# Available data
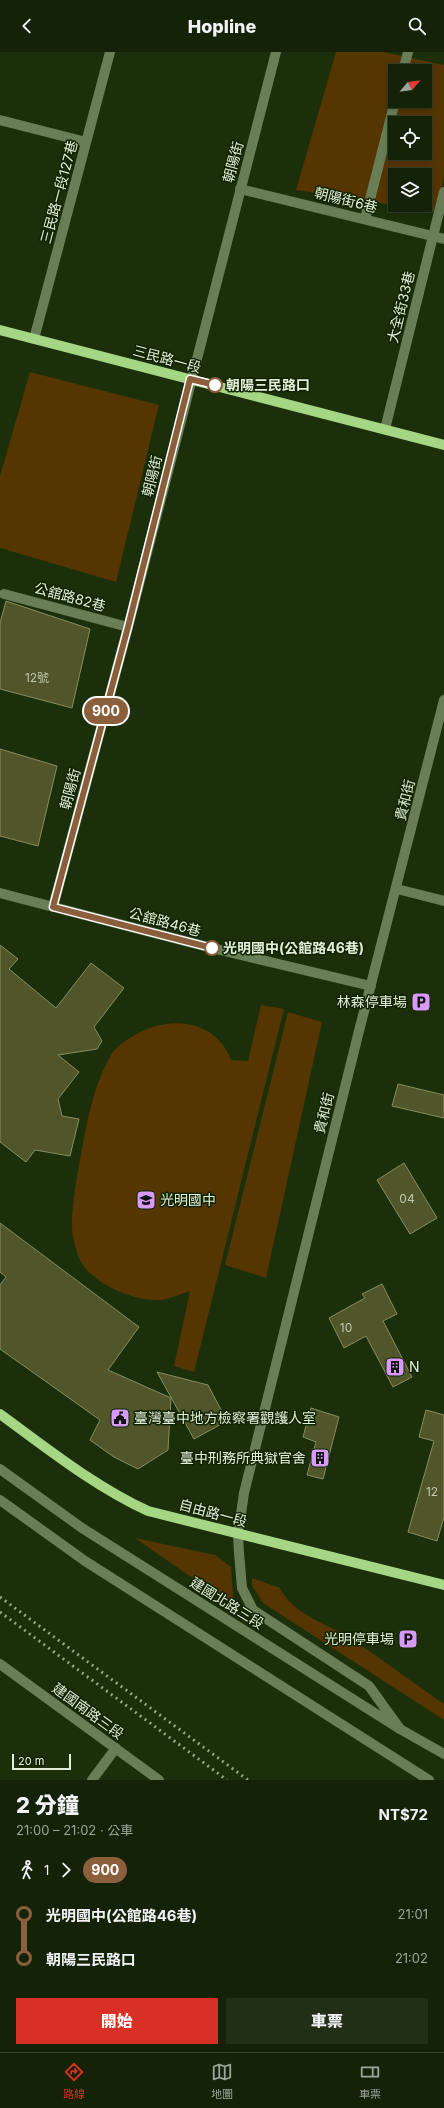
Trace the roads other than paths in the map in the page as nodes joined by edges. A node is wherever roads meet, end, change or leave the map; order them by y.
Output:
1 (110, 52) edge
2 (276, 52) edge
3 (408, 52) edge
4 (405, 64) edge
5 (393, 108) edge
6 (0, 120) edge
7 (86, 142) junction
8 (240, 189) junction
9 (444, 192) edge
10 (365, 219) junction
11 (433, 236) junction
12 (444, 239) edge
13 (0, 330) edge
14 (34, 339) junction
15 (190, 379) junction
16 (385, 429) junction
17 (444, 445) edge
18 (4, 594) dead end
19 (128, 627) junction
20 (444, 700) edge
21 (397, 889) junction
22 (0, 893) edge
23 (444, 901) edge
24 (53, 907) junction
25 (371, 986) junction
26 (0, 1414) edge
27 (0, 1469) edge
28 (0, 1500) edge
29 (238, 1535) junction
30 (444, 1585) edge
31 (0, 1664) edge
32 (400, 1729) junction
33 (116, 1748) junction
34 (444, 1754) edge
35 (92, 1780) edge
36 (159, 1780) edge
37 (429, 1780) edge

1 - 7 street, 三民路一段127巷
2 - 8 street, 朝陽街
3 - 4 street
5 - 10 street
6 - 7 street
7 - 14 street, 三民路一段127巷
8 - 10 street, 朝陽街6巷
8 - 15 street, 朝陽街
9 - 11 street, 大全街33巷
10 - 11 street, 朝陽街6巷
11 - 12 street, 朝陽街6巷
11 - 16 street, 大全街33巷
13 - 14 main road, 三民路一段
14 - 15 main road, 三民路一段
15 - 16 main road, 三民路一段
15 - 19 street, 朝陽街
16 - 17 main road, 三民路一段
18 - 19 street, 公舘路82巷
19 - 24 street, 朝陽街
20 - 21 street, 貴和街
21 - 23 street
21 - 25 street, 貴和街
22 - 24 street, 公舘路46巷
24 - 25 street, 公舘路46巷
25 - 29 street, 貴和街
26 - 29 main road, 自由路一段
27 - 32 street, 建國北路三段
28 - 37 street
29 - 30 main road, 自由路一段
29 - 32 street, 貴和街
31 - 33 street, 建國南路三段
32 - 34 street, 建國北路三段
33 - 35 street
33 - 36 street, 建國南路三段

# Exercise prompt
Your answer must be the records above, copied exactly, with no pictures.

# Exercise result
Trace the roads other than paths in the map in the page as nodes joined by edges. A node is wherever roads meet, end, change or leave the map; order them by y.
Output:
1 (110, 52) edge
2 (276, 52) edge
3 (408, 52) edge
4 (405, 64) edge
5 (393, 108) edge
6 (0, 120) edge
7 (86, 142) junction
8 (240, 189) junction
9 (444, 192) edge
10 (365, 219) junction
11 (433, 236) junction
12 (444, 239) edge
13 (0, 330) edge
14 (34, 339) junction
15 (190, 379) junction
16 (385, 429) junction
17 (444, 445) edge
18 (4, 594) dead end
19 (128, 627) junction
20 (444, 700) edge
21 (397, 889) junction
22 (0, 893) edge
23 (444, 901) edge
24 (53, 907) junction
25 (371, 986) junction
26 (0, 1414) edge
27 (0, 1469) edge
28 (0, 1500) edge
29 (238, 1535) junction
30 (444, 1585) edge
31 (0, 1664) edge
32 (400, 1729) junction
33 (116, 1748) junction
34 (444, 1754) edge
35 (92, 1780) edge
36 (159, 1780) edge
37 (429, 1780) edge

1 - 7 street, 三民路一段127巷
2 - 8 street, 朝陽街
3 - 4 street
5 - 10 street
6 - 7 street
7 - 14 street, 三民路一段127巷
8 - 10 street, 朝陽街6巷
8 - 15 street, 朝陽街
9 - 11 street, 大全街33巷
10 - 11 street, 朝陽街6巷
11 - 12 street, 朝陽街6巷
11 - 16 street, 大全街33巷
13 - 14 main road, 三民路一段
14 - 15 main road, 三民路一段
15 - 16 main road, 三民路一段
15 - 19 street, 朝陽街
16 - 17 main road, 三民路一段
18 - 19 street, 公舘路82巷
19 - 24 street, 朝陽街
20 - 21 street, 貴和街
21 - 23 street
21 - 25 street, 貴和街
22 - 24 street, 公舘路46巷
24 - 25 street, 公舘路46巷
25 - 29 street, 貴和街
26 - 29 main road, 自由路一段
27 - 32 street, 建國北路三段
28 - 37 street
29 - 30 main road, 自由路一段
29 - 32 street, 貴和街
31 - 33 street, 建國南路三段
32 - 34 street, 建國北路三段
33 - 35 street
33 - 36 street, 建國南路三段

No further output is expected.